Dataset entries:
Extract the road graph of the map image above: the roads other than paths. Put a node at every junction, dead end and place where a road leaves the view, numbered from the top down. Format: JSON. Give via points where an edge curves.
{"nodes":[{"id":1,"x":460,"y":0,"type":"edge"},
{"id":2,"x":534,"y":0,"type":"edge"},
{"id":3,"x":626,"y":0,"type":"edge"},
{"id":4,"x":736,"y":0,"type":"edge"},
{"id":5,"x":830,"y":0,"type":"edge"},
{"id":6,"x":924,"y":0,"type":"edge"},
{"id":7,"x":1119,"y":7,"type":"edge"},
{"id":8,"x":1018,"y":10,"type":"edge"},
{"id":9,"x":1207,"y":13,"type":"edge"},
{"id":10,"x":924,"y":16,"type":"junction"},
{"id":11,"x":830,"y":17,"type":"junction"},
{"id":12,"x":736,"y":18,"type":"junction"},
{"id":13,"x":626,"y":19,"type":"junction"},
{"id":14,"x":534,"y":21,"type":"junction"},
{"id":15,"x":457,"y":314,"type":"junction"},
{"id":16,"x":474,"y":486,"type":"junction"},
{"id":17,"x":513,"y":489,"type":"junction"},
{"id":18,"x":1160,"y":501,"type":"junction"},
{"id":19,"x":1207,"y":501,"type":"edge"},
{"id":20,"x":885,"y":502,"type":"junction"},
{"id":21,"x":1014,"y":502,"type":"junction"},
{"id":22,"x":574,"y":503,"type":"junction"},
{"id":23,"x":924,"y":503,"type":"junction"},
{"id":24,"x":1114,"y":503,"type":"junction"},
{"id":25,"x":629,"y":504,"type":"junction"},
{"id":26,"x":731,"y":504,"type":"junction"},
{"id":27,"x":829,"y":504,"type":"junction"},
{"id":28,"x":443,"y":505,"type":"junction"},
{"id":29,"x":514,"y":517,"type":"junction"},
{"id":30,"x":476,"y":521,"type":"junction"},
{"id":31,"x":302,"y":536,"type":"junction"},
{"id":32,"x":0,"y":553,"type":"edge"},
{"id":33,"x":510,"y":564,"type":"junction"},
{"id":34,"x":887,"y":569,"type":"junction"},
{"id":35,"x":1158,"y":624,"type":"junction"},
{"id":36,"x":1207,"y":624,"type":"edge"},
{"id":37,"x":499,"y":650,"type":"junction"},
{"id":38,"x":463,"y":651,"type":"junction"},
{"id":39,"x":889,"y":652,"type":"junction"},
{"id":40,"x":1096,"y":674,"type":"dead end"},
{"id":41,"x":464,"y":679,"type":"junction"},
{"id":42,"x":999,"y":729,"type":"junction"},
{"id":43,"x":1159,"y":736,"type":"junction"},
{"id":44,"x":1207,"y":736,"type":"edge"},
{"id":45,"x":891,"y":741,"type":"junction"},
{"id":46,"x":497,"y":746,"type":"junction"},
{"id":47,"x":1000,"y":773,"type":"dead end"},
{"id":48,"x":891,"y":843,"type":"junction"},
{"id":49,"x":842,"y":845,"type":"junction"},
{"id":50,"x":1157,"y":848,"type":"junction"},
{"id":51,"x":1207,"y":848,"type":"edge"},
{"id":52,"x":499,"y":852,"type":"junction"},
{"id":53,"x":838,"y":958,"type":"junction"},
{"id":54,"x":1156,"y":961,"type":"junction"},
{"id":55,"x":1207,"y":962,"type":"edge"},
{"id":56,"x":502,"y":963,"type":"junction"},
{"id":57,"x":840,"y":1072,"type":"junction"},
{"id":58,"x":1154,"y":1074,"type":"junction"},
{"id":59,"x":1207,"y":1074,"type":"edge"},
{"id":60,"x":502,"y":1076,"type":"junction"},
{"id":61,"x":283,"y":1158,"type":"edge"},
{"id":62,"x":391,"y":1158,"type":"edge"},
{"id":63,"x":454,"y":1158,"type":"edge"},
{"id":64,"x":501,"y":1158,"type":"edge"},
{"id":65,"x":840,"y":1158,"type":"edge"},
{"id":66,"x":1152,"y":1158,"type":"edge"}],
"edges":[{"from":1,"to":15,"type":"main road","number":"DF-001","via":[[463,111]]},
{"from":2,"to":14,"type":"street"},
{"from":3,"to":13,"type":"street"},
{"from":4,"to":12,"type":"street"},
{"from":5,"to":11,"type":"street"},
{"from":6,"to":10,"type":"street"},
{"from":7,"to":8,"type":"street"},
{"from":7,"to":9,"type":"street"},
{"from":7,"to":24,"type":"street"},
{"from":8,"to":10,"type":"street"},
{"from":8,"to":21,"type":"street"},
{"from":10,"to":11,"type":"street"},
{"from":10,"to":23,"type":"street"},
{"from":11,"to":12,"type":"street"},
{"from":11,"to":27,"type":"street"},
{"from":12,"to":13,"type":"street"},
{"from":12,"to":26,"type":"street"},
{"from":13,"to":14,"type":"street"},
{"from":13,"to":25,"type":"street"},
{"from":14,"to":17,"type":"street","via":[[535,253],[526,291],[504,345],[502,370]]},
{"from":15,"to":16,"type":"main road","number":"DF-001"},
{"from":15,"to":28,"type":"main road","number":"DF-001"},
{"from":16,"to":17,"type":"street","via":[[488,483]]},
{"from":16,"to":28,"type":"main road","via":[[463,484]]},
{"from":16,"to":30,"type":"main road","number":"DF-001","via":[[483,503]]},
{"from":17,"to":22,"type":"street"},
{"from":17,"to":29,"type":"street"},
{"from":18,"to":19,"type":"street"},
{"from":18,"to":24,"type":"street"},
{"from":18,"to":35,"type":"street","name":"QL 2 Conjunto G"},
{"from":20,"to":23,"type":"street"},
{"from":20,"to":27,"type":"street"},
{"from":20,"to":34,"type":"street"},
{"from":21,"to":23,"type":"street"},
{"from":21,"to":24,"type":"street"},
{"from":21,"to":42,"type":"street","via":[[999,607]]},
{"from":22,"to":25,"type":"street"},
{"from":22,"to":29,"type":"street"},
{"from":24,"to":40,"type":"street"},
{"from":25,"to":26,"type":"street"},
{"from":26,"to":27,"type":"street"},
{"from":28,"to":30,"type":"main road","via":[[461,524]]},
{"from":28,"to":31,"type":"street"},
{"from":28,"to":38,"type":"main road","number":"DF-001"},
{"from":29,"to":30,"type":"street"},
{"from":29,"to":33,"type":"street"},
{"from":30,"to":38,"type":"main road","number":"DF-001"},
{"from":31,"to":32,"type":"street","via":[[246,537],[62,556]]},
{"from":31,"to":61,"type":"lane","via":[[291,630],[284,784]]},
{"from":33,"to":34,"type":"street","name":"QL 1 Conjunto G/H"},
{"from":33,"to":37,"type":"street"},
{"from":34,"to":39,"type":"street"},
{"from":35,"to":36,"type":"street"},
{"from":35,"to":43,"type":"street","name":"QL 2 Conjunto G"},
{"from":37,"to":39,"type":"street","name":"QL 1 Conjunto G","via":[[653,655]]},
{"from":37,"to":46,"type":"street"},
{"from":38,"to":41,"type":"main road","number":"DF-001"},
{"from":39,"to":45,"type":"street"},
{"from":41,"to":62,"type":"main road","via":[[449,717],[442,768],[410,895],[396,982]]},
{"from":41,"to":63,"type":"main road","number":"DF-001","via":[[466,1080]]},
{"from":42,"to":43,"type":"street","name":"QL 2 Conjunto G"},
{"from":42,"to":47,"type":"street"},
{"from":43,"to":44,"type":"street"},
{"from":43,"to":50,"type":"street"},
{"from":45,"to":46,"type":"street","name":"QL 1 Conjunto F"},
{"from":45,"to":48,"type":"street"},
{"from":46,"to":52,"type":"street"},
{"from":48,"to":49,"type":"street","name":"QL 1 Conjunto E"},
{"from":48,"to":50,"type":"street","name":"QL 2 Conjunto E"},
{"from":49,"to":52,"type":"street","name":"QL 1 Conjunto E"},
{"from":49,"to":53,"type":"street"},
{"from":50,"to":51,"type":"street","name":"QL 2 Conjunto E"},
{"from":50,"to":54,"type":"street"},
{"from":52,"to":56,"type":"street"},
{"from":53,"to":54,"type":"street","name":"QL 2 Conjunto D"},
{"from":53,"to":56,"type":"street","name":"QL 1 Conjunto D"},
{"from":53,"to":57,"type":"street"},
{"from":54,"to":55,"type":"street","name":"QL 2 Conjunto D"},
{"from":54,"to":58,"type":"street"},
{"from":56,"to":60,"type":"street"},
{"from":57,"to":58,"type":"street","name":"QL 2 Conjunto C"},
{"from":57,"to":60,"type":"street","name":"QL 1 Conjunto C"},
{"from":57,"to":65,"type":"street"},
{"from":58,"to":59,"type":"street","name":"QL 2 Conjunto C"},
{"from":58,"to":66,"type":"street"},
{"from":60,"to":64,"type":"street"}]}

TASK STATEMENT> Using the records above, copy each line that contains "dead".

EXERCISE RESULT>
Extract the road graph of the map image above: the roads other than paths. Put a node at every junction, dead end and place where a road leaves the view, numbered from the top down. Format: JSON. Give via points where an edge curves.
{"id":40,"x":1096,"y":674,"type":"dead end"},
{"id":47,"x":1000,"y":773,"type":"dead end"},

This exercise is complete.